She made no move, simply hovered there with her head hanging over him. Did she suspect anything?

Oh, Lord, oh, Lord, oh, Lord, oh, Lord!

He'd spent the entire day willing his muscles to move, now he was begging them to be still. One twitch, one tremor, one tiny tic, and she'd ram her proboscis into his gut again and put him back where he started.

She watched him for what seemed like forever, then she began to move—

No!

—her head lowering toward his belly—

NO!

—and past him. She arched over him, her hard little feet brushing across the skin of his abdomen. He could feel nothing but he saw his abdominal muscles twitch and roll with revulsion and he prayed she wouldn't notice.

She didn't. Her near-endless length finally cleared him and she wound her way up through the drain opening and into the night.

Now he was alone! And now was the time for action.

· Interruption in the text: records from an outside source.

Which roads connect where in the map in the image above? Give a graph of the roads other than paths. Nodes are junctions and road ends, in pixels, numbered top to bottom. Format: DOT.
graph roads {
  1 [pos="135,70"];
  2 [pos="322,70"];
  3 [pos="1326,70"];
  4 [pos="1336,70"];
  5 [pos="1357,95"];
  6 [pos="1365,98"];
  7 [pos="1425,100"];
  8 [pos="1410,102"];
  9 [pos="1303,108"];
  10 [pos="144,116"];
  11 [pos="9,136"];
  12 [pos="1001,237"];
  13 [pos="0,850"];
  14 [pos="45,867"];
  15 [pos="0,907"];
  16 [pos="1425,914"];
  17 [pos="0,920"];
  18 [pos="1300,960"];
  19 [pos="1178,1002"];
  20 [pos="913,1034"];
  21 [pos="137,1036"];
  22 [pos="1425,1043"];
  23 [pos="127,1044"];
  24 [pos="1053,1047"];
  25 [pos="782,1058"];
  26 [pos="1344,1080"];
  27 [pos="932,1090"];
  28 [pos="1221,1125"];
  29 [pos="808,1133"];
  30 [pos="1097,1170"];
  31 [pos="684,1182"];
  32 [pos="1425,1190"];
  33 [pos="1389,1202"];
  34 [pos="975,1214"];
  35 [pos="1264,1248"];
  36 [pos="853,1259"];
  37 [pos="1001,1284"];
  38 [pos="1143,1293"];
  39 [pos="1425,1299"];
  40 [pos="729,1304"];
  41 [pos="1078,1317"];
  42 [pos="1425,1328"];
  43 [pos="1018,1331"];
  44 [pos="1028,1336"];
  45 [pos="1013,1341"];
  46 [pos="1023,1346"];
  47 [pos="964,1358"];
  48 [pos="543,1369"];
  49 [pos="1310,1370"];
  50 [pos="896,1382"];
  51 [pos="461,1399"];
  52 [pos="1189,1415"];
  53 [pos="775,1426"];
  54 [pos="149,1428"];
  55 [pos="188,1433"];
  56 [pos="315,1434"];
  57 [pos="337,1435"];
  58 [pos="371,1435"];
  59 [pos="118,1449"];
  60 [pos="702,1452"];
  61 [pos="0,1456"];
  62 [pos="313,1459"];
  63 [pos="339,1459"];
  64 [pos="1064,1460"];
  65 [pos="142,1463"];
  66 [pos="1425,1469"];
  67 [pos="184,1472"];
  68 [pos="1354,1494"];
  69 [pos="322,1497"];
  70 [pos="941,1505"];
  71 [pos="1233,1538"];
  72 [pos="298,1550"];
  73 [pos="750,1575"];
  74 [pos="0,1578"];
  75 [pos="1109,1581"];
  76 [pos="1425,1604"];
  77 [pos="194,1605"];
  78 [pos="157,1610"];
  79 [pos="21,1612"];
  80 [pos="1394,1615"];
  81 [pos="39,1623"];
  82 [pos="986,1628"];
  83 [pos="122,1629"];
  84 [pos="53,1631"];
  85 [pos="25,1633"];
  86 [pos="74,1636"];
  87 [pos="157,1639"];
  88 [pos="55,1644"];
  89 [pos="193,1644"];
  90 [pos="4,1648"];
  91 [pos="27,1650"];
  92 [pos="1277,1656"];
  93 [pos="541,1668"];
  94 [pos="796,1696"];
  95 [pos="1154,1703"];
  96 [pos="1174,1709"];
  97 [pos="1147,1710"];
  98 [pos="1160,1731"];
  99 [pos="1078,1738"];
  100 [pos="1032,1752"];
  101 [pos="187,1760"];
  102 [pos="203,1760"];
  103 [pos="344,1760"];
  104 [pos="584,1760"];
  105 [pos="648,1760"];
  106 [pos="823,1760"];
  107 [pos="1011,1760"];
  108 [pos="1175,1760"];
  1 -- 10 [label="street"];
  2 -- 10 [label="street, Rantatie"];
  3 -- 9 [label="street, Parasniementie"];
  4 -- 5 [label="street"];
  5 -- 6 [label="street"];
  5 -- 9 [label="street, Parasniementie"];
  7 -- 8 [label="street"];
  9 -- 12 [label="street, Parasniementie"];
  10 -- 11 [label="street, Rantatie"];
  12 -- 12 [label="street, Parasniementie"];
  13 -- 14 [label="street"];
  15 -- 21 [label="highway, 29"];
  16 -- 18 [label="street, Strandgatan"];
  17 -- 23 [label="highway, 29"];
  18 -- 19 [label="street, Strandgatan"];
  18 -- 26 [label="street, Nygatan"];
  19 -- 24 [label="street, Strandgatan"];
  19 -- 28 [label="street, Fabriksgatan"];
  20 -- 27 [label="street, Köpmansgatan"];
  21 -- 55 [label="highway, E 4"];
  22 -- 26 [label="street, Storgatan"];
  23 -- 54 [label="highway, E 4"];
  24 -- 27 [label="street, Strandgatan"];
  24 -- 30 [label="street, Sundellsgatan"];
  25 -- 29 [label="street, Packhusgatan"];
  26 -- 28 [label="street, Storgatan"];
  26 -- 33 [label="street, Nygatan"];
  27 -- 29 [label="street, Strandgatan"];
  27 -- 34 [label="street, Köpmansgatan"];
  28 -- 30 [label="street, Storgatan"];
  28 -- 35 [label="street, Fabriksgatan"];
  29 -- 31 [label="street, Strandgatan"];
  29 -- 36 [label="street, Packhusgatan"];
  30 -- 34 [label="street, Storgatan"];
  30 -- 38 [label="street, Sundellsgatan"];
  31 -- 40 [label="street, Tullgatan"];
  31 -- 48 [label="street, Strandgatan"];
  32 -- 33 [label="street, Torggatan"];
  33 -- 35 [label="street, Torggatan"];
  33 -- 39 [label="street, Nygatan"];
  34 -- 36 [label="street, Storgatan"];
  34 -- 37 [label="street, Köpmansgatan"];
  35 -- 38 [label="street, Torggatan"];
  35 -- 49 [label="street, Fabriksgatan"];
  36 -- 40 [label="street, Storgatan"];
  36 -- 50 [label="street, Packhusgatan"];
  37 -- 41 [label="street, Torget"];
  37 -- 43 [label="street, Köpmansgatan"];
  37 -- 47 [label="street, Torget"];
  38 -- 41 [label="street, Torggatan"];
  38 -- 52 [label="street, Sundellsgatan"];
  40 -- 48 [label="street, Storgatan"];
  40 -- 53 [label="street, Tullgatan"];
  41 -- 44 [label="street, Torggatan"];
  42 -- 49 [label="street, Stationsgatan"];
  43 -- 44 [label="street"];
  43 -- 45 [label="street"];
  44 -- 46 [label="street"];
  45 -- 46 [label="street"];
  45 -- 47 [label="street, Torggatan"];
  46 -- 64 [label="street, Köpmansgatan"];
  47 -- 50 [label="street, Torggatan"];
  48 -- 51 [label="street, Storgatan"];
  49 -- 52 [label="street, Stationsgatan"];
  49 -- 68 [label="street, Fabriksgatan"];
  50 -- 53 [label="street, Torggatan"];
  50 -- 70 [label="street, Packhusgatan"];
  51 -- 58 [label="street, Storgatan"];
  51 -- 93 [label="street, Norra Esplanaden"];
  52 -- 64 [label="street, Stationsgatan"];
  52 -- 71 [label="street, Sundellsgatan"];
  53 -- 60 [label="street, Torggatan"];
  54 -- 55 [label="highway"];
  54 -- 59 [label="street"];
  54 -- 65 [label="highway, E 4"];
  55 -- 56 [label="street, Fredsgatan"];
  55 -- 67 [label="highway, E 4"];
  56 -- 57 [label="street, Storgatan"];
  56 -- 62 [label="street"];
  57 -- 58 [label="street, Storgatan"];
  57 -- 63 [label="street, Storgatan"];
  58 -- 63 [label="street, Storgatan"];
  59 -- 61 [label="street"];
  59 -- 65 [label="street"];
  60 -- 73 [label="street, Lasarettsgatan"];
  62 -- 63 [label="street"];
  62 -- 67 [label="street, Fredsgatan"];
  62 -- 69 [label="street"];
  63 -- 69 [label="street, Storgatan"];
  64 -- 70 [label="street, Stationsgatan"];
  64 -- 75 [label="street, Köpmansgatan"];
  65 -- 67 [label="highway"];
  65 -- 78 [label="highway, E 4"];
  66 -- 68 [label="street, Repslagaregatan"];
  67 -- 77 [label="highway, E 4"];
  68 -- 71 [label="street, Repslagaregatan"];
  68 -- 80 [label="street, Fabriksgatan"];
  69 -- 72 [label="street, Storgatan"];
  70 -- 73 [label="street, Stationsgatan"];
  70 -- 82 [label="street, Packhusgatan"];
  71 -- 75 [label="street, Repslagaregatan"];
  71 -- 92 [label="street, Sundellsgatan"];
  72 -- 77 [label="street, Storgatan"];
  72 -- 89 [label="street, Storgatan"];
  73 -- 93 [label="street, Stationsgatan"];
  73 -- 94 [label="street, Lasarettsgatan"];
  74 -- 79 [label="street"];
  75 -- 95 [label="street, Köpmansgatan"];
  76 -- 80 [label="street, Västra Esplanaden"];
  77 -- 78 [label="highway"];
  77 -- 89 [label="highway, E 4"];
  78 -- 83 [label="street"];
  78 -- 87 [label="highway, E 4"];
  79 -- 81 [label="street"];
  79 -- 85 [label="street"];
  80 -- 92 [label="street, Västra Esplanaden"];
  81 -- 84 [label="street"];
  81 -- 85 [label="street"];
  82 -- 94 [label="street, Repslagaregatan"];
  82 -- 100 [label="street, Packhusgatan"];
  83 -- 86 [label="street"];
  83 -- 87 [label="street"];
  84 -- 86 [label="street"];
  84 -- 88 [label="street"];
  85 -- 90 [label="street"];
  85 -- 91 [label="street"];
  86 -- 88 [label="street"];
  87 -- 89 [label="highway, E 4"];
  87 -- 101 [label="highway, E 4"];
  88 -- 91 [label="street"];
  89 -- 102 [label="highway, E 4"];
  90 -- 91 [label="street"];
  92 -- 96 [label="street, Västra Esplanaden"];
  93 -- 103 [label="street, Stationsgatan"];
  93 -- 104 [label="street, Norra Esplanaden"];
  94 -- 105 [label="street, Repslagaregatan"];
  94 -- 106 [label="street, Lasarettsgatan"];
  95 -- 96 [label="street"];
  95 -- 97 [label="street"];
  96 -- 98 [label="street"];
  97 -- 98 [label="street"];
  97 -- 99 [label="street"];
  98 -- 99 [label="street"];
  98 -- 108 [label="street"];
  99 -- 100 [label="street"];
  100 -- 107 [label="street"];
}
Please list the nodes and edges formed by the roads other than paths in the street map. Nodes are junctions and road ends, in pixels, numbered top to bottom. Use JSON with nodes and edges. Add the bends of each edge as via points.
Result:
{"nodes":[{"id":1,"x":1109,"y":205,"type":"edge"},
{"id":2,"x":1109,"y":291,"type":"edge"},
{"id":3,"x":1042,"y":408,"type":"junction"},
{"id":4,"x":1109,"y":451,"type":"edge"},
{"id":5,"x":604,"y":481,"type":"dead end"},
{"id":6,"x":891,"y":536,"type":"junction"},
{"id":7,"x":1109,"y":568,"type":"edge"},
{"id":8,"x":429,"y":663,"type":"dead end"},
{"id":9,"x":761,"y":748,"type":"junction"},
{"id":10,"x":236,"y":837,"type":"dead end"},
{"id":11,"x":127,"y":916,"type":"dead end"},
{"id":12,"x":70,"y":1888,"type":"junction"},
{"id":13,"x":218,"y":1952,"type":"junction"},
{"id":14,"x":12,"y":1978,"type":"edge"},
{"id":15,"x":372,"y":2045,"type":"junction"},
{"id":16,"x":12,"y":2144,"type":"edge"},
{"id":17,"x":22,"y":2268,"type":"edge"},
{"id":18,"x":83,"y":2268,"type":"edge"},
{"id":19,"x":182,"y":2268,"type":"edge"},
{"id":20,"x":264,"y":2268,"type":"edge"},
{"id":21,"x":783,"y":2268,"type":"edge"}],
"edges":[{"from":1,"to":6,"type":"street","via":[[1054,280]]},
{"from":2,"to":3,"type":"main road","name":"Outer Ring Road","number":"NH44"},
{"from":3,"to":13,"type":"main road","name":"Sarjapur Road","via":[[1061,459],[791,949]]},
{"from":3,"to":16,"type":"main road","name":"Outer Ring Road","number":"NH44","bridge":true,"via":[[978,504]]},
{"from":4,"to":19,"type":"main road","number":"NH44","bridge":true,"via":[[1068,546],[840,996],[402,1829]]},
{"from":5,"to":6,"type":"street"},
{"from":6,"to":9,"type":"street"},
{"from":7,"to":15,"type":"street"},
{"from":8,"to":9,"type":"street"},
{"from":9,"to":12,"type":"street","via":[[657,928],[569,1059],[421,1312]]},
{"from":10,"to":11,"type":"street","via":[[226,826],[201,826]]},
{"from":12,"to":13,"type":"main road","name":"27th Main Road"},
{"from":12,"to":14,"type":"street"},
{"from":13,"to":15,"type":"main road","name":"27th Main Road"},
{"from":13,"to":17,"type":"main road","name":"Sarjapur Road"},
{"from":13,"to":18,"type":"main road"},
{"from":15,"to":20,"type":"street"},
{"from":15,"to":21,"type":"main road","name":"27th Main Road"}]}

He strained his arms and legs upward as if fighting against steel manacles. To his delight he saw the muscles bulge with the effort. His fingers didn't move, didn't close into the rebellious fists he willed for them, but he watched the veins in the undersides of his forearms swell as blood coursed into the resistant muscles, watched his abdominals ripple and swell around the wound as he tried to sit up.

But nothing was happening. His veins and arteries continued to swell, stretching against the envelope of skin, his abdomen rippled like the Atlantic in a hurricane, but there was no sign of voluntary movement, only chaos.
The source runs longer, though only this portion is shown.